= Members of the South Australian Legislative Council, 1930–1933 =

This is a list of members of the South Australian Legislative Council from 1930 to 1933.

| Name | District | Party | Term expiry | Time in office |
|---|---|---|---|---|
| Joseph Anderson ^{[2]} | Central No. 1 | Independent | 1938 | 1931–1944 |
| Percy Blesing | Northern | Country Party/LCL ^{[4]} | 1933 | 1924–1949 |
| Frank Condon | Central No. 1 | Labor | 1938 | 1928–1961 |
| John Herbert Cooke | Central No. 2 | Liberal Federation/LCL ^{[4]} | 1933 | 1915–1933 |
| John Cowan | Southern | Liberal Federation/LCL ^{[4]} | 1938 | 1910–1944 |
| Walter Gordon Duncan | Midland | Liberal Federation/LCL ^{[4]} | 1938 | 1918–1962 |
| Tom Gluyas ^{[2]} | Central No. 1 | Labor | 1938 | 1918–1931 |
| Sir David Gordon | Midland | Liberal Federation/LCL ^{[4]} | 1938 | 1913–1944 |
| Walter Hannaford | Midland | Liberal Federation/LCL ^{[4]} | 1933 | 1912–1941 |
| William Humphrey Harvey | Central No. 2 | Liberal Federation/LCL ^{[4]} | 1938 | 1915–1935 |
| James Jelley | Central No. 1 | Labor/PLP ^{[1]} | 1933 | 1912–1933 |
| Thomas McCallum | Southern | Liberal Federation/LCL ^{[4]} | 1933 | 1920–1938 |
| William George Mills | Northern | Country Party/LCL ^{[4]} | 1933 | 1918–1933 |
| William Morrow | Northern | Liberal Federation/LCL ^{[4]} | 1938 | 1915–1934 |
| Reuben Cranstoun Mowbray ^{[3]} | Southern | LCL | 1938 | 1932–1938 |
| Thomas Pascoe | Midland | Liberal Federation/LCL ^{[4]} | 1933 | 1900–1933 |
| George Henry Prosser | Central No. 2 | Liberal Federation/LCL ^{[4]} | 1933 | 1921–1933 |
| George Ritchie | Northern | Liberal Federation/LCL ^{[4]} | 1938 | 1924–1944 |
| Sir Lancelot Stirling ^{[3]} | Southern | Liberal Federation/LCL ^{[4]} | 1938 | 1891–1932 |
| Henry Tassie | Central No. 2 | Liberal Federation/LCL ^{[4]} | 1938 | 1918–1938 |
| Stanley Whitford | Central No. 1 | Labor/PLP ^{[1]} | 1933 | 1929–1941 |
| Harry Dove Young | Southern | Liberal Federation/LCL ^{[4]} | 1933 | 1927–1941 |

 The Australian Labor Party split in August 1931 over the Cabinet's support for the Premiers' Plan as a response to the Great Depression.

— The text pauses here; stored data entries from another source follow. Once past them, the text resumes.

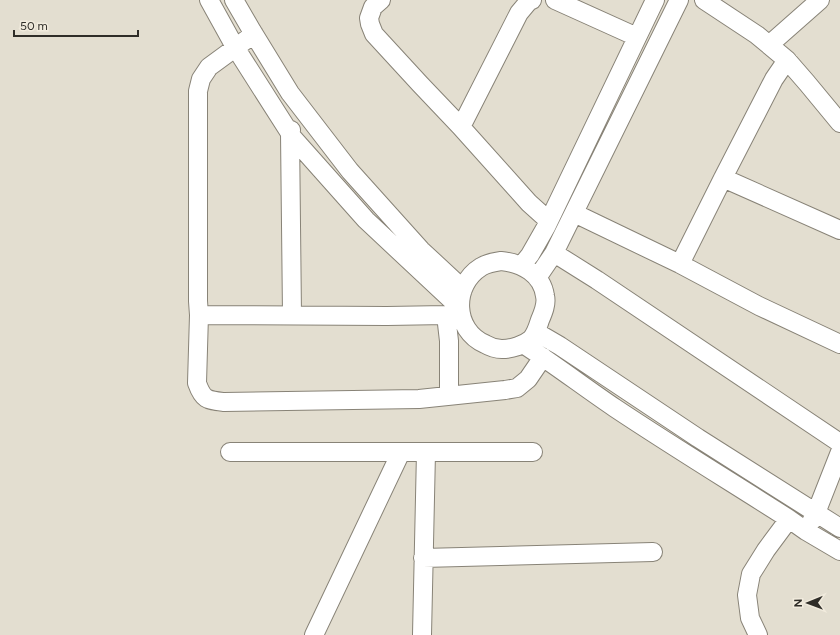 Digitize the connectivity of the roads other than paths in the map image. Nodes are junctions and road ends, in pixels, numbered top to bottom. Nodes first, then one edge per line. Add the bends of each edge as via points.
1 (208, 0) edge
2 (234, 0) edge
3 (381, 0) edge
4 (532, 0) edge
5 (555, 0) edge
6 (655, 0) edge
7 (679, 0) edge
8 (704, 0) edge
9 (820, 0) edge
10 (254, 34) junction
11 (637, 37) junction
12 (769, 45) junction
13 (235, 47) junction
14 (787, 60) junction
15 (303, 110) junction
16 (840, 123) edge
17 (461, 127) junction
18 (290, 133) junction
19 (723, 178) junction
20 (574, 213) junction
21 (549, 221) junction
22 (840, 230) edge
23 (554, 253) junction
24 (680, 264) junction
25 (522, 265) junction
26 (537, 278) junction
27 (462, 289) junction
28 (456, 314) junction
29 (199, 315) junction
30 (292, 315) junction
31 (529, 338) junction
32 (840, 344) edge
33 (543, 357) junction
34 (449, 396) junction
35 (840, 443) edge
36 (230, 452) dead end
37 (401, 452) junction
38 (426, 452) junction
39 (533, 452) dead end
40 (840, 452) edge
41 (816, 513) junction
42 (789, 520) junction
43 (840, 528) edge
44 (806, 531) junction
45 (840, 551) edge
46 (653, 552) dead end
47 (424, 558) junction
48 (314, 635) edge
49 (422, 635) edge
50 (758, 635) edge

1 - 13 street
2 - 10 street
3 - 17 street via 373,7 370,18 374,34
4 - 17 street via 519,13
5 - 11 street
6 - 11 street
7 - 20 street
8 - 12 street
9 - 12 street
10 - 13 street
10 - 15 street
11 - 21 street
12 - 14 street
13 - 18 street
13 - 29 street via 209,68 201,78 198,92
14 - 16 street
14 - 19 street via 774,79
15 - 18 street
15 - 27 street via 350,172 421,250
17 - 21 street via 529,203
18 - 28 street via 366,220
18 - 30 street
19 - 22 street
19 - 24 street
20 - 23 street
20 - 24 street
21 - 25 street via 537,245
23 - 26 street
23 - 35 street
24 - 32 street via 759,306
25 - 26 street
25 - 27 street via 501,261 482,266 467,280
26 - 31 street via 546,297 544,311
27 - 28 street
28 - 30 street
28 - 31 street via 472,335 490,347 512,348
28 - 34 street via 449,341
29 - 30 street
29 - 34 street via 196,383 206,399 224,402 419,399
31 - 33 street
31 - 41 street via 560,346
33 - 34 street via 528,379 517,388
33 - 42 street via 578,383
36 - 37 street
37 - 38 street
37 - 48 street
38 - 39 street
38 - 47 street
40 - 41 street
41 - 43 street
41 - 44 street
42 - 44 street
42 - 50 street via 751,574 746,595 750,618
44 - 45 street
46 - 47 street
47 - 49 street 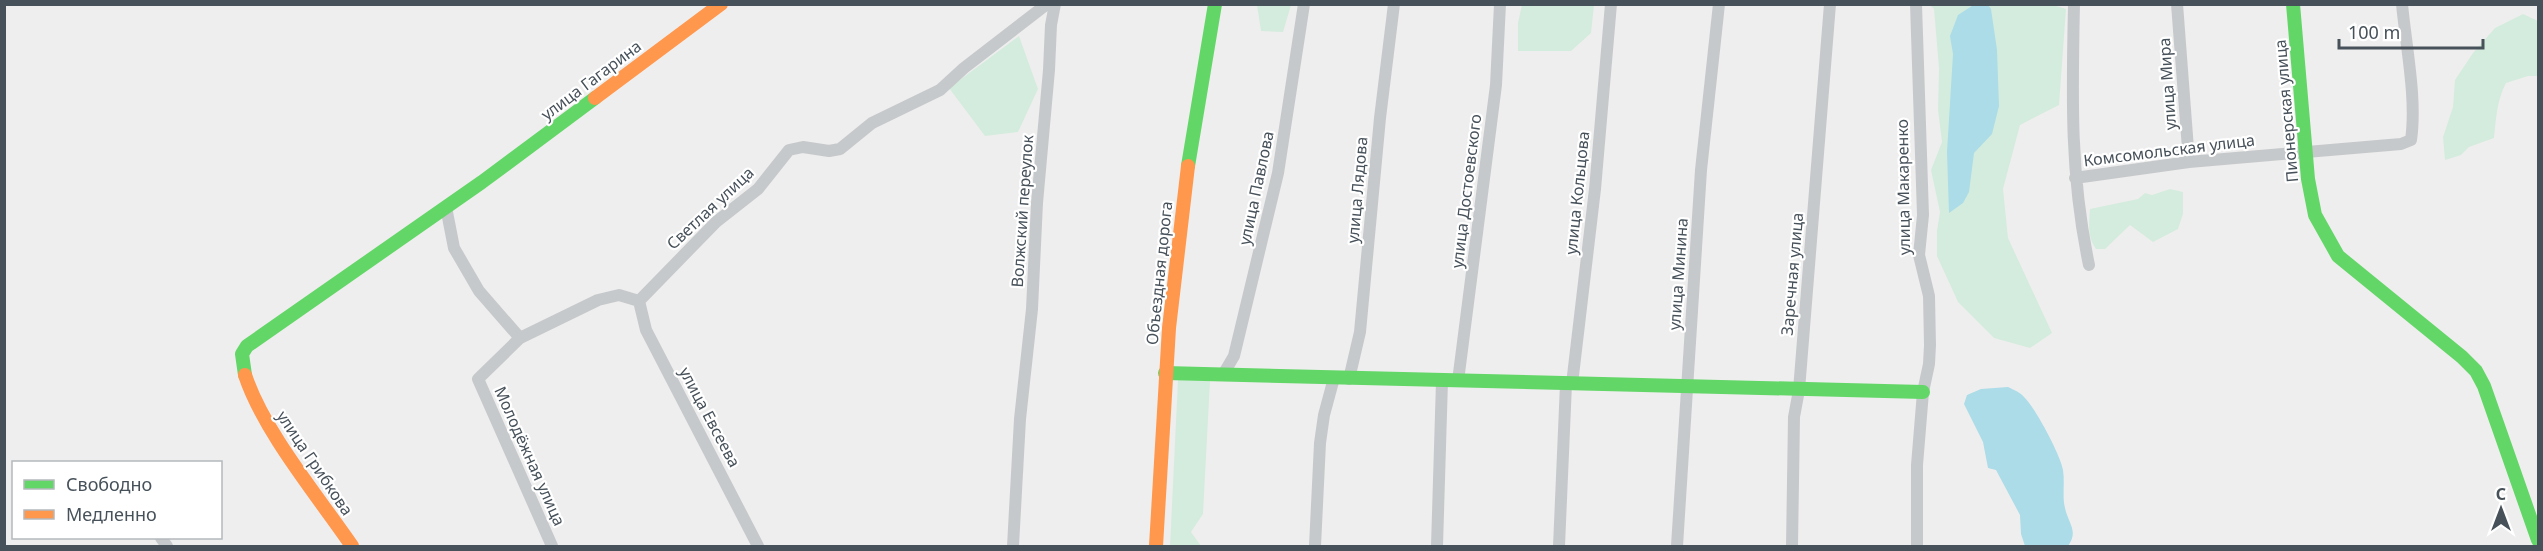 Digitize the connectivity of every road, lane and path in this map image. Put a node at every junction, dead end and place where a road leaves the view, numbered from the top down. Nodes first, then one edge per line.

The state conference of the party expelled all 23 Labor MPs who had voted for the plan, including two of their four MLCs - James Jelley and Stanley Whitford. Jelley and Whitford both joined their expelled House of Assembly colleagues in forming the separate Parliamentary Labor Party. The two remaining MLCs, Frank Condon and Tom Gluyas, remained in the official Labor Party.
 Labor MLC Tom Gluyas died on 3 September 1931. Independent candidate Joseph Anderson won the resulting by-election on 24 October.
 LCL MLC Sir Lancelot Stirling died on 24 May 1932. Reuben Cranstoun Mowbray was elected unopposed to the vacancy on 17 June.
 The two conservative parties, the Liberal Federation and the state branch of the Country Party, merged to create the new Liberal and Country League on 9 June 1932.